Unexpectedly, six bore a clear molecular hallmark of Alzheimer’s - sticky clumps of fragmented protein called amyloid beta that form among neurons and on the walls of blood vessels. In four cases, the amyloid deposits were widespread and only one patient was not affected at all.

All eight individuals were relatively young, aged 36 to 51, and none had genetic variants associated with early-onset Alzheimer’s disease.

The evidence points to the hormone carrying “seeds” of the Alzheimer’s protein into the patients’ brains as well as CJD.

Since the prion proteins responsible for iCJD can be transmitted in other ways - for instance, by neurosurgery - experts are not ruling out the possibility that the same is true for the Alzheimer’s molecule.

Lead scientist Professor John Collinge, of the Medical Research Council Prion Unit at UCL, said there was increasing evidence that neurodegenerative diseases including Alzheimer’s might, in rare circumstances, be “acquired”.

He said: “You could have three different ways you have these protein seeds generated in your brain.

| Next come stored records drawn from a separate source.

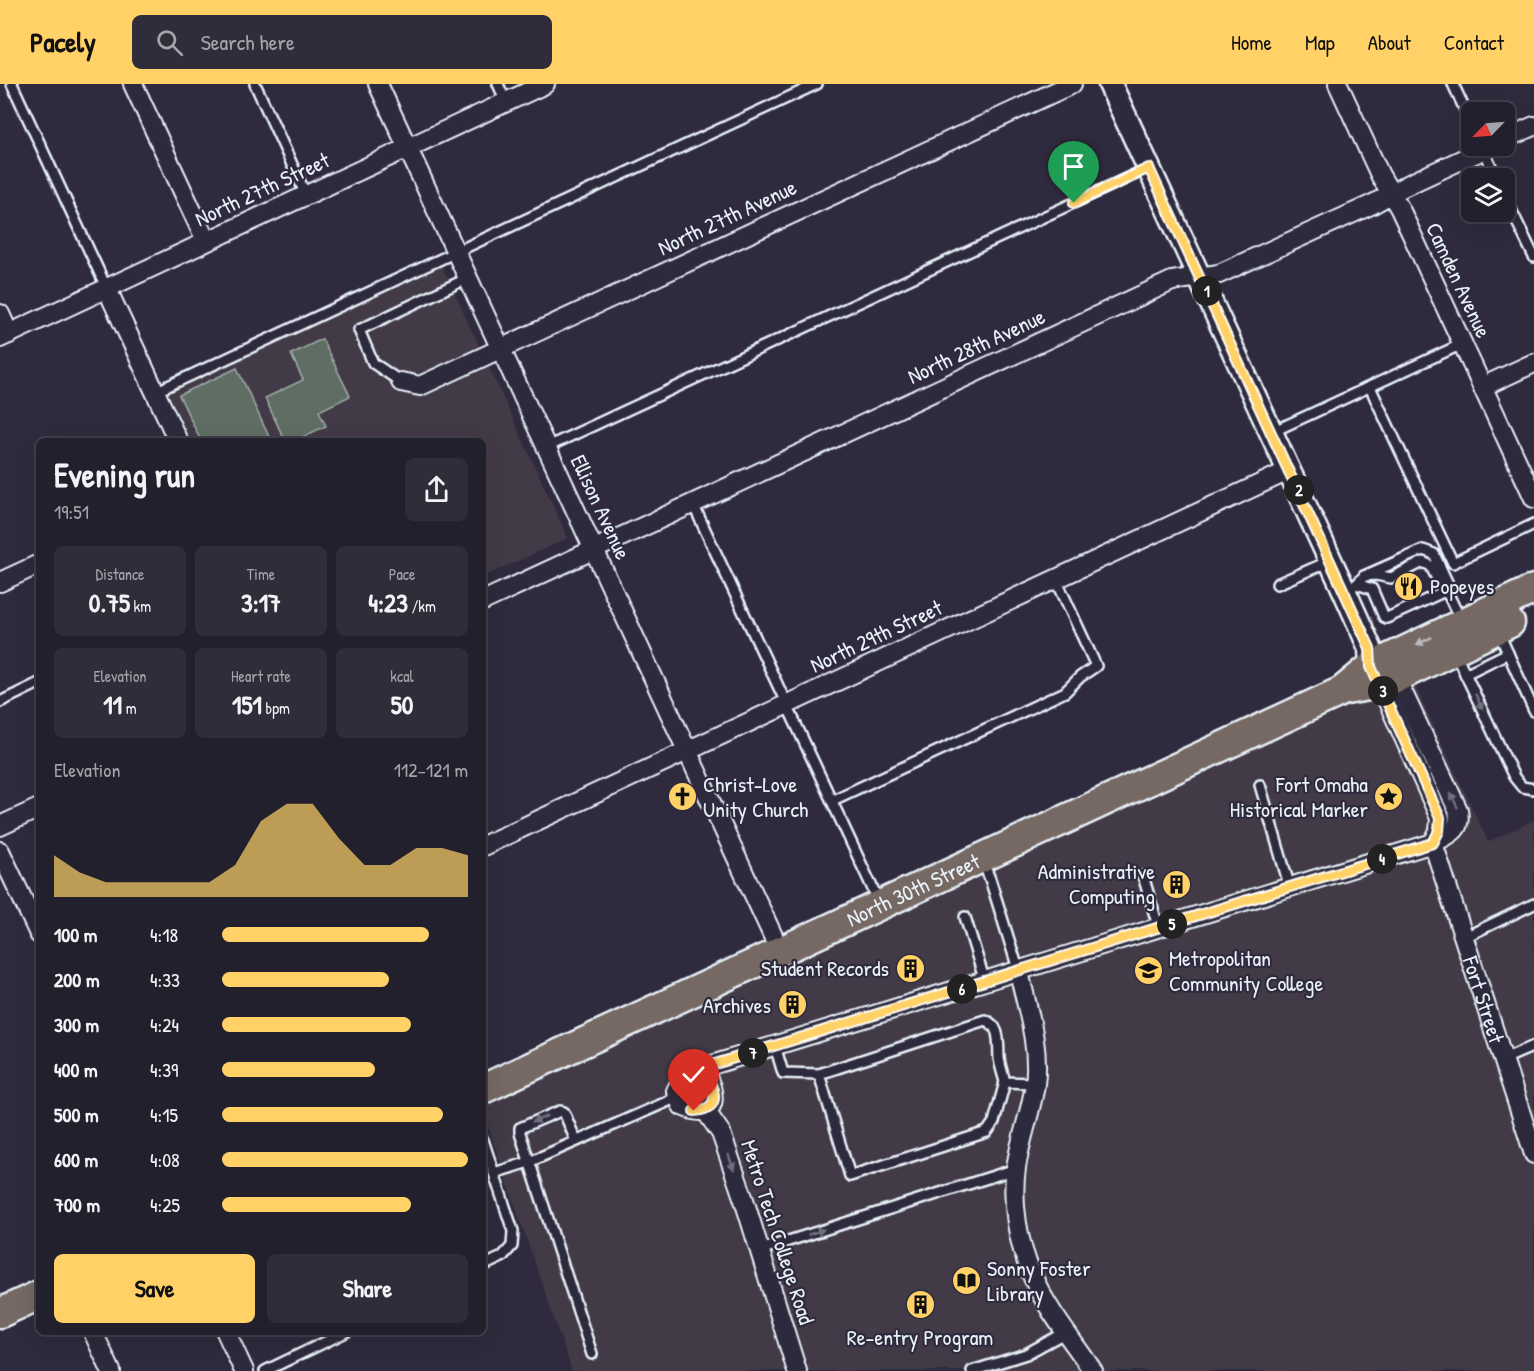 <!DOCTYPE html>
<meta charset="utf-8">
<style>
body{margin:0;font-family:"Patrick Hand",sans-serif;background:#2f2d3a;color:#f1f3f6;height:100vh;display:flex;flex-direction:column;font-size:22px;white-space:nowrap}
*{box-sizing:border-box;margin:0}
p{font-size:20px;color:#a3a3aa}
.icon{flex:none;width:33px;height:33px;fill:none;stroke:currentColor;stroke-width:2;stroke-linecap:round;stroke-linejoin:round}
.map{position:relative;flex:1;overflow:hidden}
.side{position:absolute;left:36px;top:354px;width:450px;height:897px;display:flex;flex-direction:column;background:#23202e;border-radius:9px;box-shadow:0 6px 24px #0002,0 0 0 2px #403e4a}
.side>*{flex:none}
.needle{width:39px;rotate:245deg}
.buttons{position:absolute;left:1461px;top:18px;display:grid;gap:12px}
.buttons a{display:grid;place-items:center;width:54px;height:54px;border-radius:9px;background:#23202e;box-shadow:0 6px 24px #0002,0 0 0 2px #403e4a;font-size:30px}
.pin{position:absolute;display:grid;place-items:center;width:51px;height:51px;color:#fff;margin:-62px -26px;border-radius:50% 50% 50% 0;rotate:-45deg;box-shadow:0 0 6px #0007}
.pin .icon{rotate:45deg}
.km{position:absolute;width:30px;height:30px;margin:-15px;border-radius:50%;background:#222;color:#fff;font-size:16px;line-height:30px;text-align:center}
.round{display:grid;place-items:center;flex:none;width:63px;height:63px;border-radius:9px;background:#2f2d3a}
.summary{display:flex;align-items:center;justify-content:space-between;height:102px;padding:0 18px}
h1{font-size:33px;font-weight:700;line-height:45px}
.metrics{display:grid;grid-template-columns:repeat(3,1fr);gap:9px;height:102px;padding:6px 18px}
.metrics div{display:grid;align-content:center;border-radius:9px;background:#2f2d3a;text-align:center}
.metrics b{font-size:26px;font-weight:700}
.metrics small{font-size:16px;font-weight:400}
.metrics p{font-size:16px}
.chart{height:168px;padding:12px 18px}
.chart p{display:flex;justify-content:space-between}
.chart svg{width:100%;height:108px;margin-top:6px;fill:#ffd166;opacity:.7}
.primary-button{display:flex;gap:12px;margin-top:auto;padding:12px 18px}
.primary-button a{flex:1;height:69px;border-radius:9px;background:#ffd166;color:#111;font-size:24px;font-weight:700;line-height:69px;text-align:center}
.primary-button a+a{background:#2f2d3a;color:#f1f3f6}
ul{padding:0 18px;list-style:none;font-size:20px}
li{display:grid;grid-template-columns:96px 72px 1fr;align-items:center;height:45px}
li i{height:15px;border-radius:8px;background:#ffd166}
header{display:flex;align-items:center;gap:36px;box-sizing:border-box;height:84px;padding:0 30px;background:#ffd166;color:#111}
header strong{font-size:28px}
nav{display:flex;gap:33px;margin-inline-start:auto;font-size:21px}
.search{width:420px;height:54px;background:#2f2d3a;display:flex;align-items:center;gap:15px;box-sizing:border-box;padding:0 21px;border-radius:9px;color:#a3a3aa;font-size:22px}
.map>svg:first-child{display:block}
.built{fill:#433a47}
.green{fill:#5f6d63;stroke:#a4afae;stroke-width:1.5}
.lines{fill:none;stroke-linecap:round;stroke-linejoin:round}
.service-casing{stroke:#e8f1f8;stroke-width:14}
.minor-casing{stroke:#e8f1f8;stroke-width:22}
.tertiary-casing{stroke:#e8f1f8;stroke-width:27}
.trunk-casing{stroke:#e8f1f8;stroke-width:33}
.service{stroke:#2f2a3d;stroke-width:9}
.minor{stroke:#2f2a3d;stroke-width:18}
.tertiary{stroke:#2f2a3d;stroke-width:22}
.trunk{stroke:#766964;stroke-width:28}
.oneway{fill:#babbbd}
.oneway2{fill:#70707e}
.route-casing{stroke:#fff;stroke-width:12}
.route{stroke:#ffd166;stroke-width:8}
.labels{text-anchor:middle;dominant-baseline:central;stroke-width:4.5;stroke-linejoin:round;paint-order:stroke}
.street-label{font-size:22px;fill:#e8f1f8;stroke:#2f2a3d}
.poi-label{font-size:22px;fill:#e8f1f8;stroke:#2f2a3d;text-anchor:start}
</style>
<header>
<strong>Pacely</strong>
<div class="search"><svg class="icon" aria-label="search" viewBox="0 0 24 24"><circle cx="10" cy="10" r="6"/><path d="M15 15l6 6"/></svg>Search here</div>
<nav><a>Home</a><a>Map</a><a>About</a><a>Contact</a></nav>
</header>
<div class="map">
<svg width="1534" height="1287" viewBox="0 0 1534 1287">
<rect width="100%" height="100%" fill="#2f2a3d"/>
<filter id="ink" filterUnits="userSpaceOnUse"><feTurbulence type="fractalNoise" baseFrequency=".0167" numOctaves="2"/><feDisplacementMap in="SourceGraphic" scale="12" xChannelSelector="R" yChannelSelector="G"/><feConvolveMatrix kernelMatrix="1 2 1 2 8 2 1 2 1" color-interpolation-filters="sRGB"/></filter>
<g filter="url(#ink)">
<!-- built -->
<g class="built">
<path d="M442,182L568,454L483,493V357H191L168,309Z"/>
<path d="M1409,589L1488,758L1534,736V1287H572L483,1028V1015Z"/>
</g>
<!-- green -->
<g class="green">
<path d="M322,255L350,312L319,327L326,342L294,357H285L265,314L303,296L291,270Z"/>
<path d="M237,284L271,357H201L179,311Z"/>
</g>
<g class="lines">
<defs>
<g id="service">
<path d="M12,0L107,205"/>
<path d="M255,0L306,111"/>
<path d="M498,0L506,18"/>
<path d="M1453,0L1472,41"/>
<path d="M1482,64L1497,94"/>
<path d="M1504,111L1534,173"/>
<path d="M401,298L373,279L359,246L468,194"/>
<path d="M1370,303L1453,479L1534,440"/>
<path d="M155,308L817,0"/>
<path d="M1272,348L1462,260"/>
<path d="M547,363L1149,84"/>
<path d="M693,420L879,818"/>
<path d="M1364,492L1376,491L1391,494L1423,478L1431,482L1443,508L1448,510L1461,537"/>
<path d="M1277,500L1330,477"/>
<path d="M1357,500L1364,492L1423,466L1434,470L1448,500V510"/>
<path d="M1352,503L1357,500L1372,505L1384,533L1387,534L1443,508"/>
<path d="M1498,547L1534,627"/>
<path d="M1455,568L1514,693L1522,703L1534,705"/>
<path d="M1465,590L1508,569"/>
<path d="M0,618L39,599"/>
<path d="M1260,701L1290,804"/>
<path d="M833,716L1065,608L1080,593L1096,582L1056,495"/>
<path d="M982,776L990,795L1019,888"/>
<path d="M1143,792L1159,845"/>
<path d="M965,833L985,898"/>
<path d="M1465,853L1534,820"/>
<path d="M775,962L783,989L819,990L985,936C1001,942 998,959 999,974C1000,982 1003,990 1005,998L1035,999"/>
<path d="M1504,975L1534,962"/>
<path d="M819,990L850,1092L987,1048L994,1038L1005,998"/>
<path d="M483,1056L513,1147L512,1162L502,1173L483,1182"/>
<path d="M576,1057L564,1028L560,1027L520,1044V1049L592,1270"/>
<path d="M494,1089L529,1078L678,1013"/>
<path d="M760,1166L1016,1085"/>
<path d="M265,1287L346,1248"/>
<path d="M972,1287L1026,1270L1066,1248"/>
</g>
<g id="minor">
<path d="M133,0L206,157"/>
<path d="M378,0L780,867"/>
<path d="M1338,0L1380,91L1400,125L1534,414"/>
<path d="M1504,55L1534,42"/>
<path d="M107,205L178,357"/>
<path d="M0,230L9,250"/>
<path d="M0,254L545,0"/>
<path d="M401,298L420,302L1072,0"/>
<path d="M1482,303L1534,279"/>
<path d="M0,498L39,480"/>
<path d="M483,517L1172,197L1219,190L1373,120L1405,102L1491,62"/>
<path id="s1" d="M1380,600L1440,734L1439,747L1433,759L1534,1070"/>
<path d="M0,742L39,724"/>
<path d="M483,762L1290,386"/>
<path d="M0,767L39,850"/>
<path d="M1019,888C1027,924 1040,962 1035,1000C1031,1028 1020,1056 1016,1084C1011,1118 1018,1160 1032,1191C1047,1226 1072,1256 1093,1287"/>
<path d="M702,984C718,1009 720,1039 682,1022L676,1007C682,994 689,989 702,984L1433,759C1450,750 1462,747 1458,726L1396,594"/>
<path d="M705,1026L721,1049L745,1119L797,1287"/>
<path d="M93,1248L111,1287"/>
<path d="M226,1248L244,1287"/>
</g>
<path id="tertiary" d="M1110,0L1344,506L1370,564L1371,583L1378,597"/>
<g id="trunk">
<path d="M1346,606L1380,600L1396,594L1510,539"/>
<path id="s2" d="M483,1005L1342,607L1371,583L1534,505"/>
<path d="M0,1229L39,1211"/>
</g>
</defs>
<!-- service casing -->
<use href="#service" class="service-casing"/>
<!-- minor casing -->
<use href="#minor" class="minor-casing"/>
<!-- tertiary casing -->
<use href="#tertiary" class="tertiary-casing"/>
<!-- trunk casing -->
<use href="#trunk" class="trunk-casing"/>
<!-- service -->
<use href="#service" class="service"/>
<!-- minor -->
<use href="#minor" class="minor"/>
<!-- tertiary -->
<use href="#tertiary" class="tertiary"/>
<!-- trunk -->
<use href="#trunk" class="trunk"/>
</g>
<!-- one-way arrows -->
<defs><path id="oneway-solid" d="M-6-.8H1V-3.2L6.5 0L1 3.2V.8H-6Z" transform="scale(1.5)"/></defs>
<use class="oneway" href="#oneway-solid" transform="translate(1424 557) rotate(154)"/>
<g class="oneway2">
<use href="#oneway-solid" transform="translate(1479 618) rotate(65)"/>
<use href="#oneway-solid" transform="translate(1454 716) rotate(-115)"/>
<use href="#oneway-solid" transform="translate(540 1035) rotate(156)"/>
<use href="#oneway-solid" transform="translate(731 1078) rotate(70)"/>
<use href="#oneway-solid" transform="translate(816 1148) rotate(-18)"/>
</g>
</g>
<g class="lines" filter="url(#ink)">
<defs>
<path id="route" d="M694,1027C725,1025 714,1002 702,984L1433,759L1439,747L1440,734L1371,583L1370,564L1149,84L1074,119"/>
</defs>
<!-- route casing -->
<use href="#route" class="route-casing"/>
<!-- route -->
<use href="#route" class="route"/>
</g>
<!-- icons -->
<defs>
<symbol id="restaurant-disc" viewBox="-11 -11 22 22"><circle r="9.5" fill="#ffd166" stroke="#2f2a3d"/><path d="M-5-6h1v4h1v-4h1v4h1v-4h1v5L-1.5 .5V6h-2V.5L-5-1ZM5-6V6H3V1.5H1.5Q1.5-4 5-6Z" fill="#111"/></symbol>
<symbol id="church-disc" viewBox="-11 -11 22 22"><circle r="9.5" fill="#ffd166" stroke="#2f2a3d"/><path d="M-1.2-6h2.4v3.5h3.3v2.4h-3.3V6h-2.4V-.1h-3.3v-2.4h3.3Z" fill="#111"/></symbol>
<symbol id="sight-disc" viewBox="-11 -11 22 22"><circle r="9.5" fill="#ffd166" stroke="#2f2a3d"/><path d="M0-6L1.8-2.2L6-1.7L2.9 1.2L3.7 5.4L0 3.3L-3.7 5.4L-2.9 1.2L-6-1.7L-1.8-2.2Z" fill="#111"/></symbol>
<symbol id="building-disc" viewBox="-11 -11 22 22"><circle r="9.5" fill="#ffd166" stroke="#2f2a3d"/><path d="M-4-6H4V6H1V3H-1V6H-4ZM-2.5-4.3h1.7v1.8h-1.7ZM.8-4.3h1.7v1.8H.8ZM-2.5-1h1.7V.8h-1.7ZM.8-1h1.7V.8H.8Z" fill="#111"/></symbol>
<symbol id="university-disc" viewBox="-11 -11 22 22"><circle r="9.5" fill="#ffd166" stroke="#2f2a3d"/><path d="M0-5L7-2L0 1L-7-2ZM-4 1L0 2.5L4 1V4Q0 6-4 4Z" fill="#111"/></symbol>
<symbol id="library-disc" viewBox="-11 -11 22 22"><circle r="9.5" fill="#ffd166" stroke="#2f2a3d"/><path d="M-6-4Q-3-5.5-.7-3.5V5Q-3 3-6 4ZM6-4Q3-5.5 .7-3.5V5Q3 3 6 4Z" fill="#111"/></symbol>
</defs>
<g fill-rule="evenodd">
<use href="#restaurant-disc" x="1392" y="486" width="33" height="33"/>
<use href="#church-disc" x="666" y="696" width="33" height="33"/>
<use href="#sight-disc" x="1372" y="696" width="33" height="33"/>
<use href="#building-disc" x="1160" y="784" width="33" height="33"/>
<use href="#building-disc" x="894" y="868" width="33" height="33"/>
<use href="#university-disc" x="1132" y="870" width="33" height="33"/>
<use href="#building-disc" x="776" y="904" width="33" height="33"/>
<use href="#library-disc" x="950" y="1180" width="33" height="33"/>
<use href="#building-disc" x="904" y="1204" width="33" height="33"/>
</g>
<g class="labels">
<!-- street labels -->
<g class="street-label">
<text transform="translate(262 105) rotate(-25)">North 27th Street</text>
<text transform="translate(727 133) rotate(-25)">North 27th Avenue</text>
<text transform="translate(1459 196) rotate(65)">Camden Avenue</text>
<text transform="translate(976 262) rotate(-25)">North 28th Avenue</text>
<text transform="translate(601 423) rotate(65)">Ellison Avenue</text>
<text transform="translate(876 552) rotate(-25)">North 29th Street</text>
<text stroke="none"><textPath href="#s2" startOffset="474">North 30th Street</textPath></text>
<text stroke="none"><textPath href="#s1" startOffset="338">Fort Street</textPath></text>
<text transform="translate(778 1148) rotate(72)">Metro Tech College Road</text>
</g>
<!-- poi labels -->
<g class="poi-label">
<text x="1430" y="502">Popeyes</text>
<text x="703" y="700">Christ-Love<tspan x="703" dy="25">Unity Church</tspan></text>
<text x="1368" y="700" text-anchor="end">Fort Omaha<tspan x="1368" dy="25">Historical Marker</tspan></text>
<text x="1155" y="787" text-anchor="end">Administrative<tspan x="1155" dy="25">Computing</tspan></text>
<text x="1169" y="874">Metropolitan<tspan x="1169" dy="25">Community College</tspan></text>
<text x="889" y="884" text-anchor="end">Student Records</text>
<text x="771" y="921" text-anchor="end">Archives</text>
<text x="987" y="1184">Sonny Foster<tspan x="987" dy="25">Library</tspan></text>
<text x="920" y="1253" text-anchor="middle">Re-entry Program</text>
</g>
</g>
</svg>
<div class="buttons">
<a><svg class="needle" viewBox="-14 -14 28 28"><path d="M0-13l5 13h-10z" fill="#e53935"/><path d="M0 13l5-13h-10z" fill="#a3a3aa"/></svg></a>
<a><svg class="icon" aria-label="layers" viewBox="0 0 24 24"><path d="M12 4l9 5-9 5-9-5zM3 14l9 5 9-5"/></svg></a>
</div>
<div class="pin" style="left:1074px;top:119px;background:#1e9e55"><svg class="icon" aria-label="arrive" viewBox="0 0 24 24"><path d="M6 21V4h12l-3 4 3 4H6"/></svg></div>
<div class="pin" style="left:694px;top:1027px;background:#d93025"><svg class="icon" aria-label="check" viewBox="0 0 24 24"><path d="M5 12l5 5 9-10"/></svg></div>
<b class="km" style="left:1207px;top:207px">1</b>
<b class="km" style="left:1299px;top:406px">2</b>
<b class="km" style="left:1383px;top:607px">3</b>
<b class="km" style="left:1382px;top:775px">4</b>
<b class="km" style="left:1172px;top:840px">5</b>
<b class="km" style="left:962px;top:905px">6</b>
<b class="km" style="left:753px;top:969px">7</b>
<section class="side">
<div class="summary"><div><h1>Evening run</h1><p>19:51</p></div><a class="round"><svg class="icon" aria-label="share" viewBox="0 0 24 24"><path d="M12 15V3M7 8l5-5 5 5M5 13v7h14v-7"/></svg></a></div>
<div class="metrics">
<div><p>Distance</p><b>0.75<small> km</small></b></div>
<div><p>Time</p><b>3:17</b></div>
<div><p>Pace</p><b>4:23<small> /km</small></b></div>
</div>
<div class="metrics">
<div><p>Elevation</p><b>11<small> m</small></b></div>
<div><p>Heart rate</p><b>151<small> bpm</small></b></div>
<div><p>kcal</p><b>50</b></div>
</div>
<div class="chart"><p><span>Elevation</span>112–121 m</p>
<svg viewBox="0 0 160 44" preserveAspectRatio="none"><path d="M0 44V27L10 34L20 38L30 38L40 38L50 38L60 38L70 31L80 13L90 6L100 6L110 20L120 31L130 31L140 24L150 24L160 27V44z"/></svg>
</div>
<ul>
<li><b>100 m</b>4:18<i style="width:84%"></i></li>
<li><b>200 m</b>4:33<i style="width:68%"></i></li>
<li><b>300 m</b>4:24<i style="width:77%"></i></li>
<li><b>400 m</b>4:39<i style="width:62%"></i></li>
<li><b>500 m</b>4:15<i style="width:90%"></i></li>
<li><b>600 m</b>4:08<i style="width:100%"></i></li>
<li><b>700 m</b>4:25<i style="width:77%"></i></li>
</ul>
<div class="primary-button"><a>Save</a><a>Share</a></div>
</section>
</div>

Either they happen spontaneously, an unlucky event as you age, or you have got a faulty gene, or you’ve been exposed to a medical accident. That’s what we’re hypothesising.” He pointed out that, like CJD prions, amyloid beta protein fragments stick to metal surfaces and resist conventional sterilisation.

Dr Tara Spires-Jones, Reader and Chancellor’s Fellow at Edinburgh University’s Centre for Cognitive and Neural Systems, said the study was “scientifically important” but there was no evidence that the disease was transmissible through dental procedures.

Previous experiments on laboratory mice and monkeys had already shown that transmission of the Alzheimer’s protein is theoretically possible.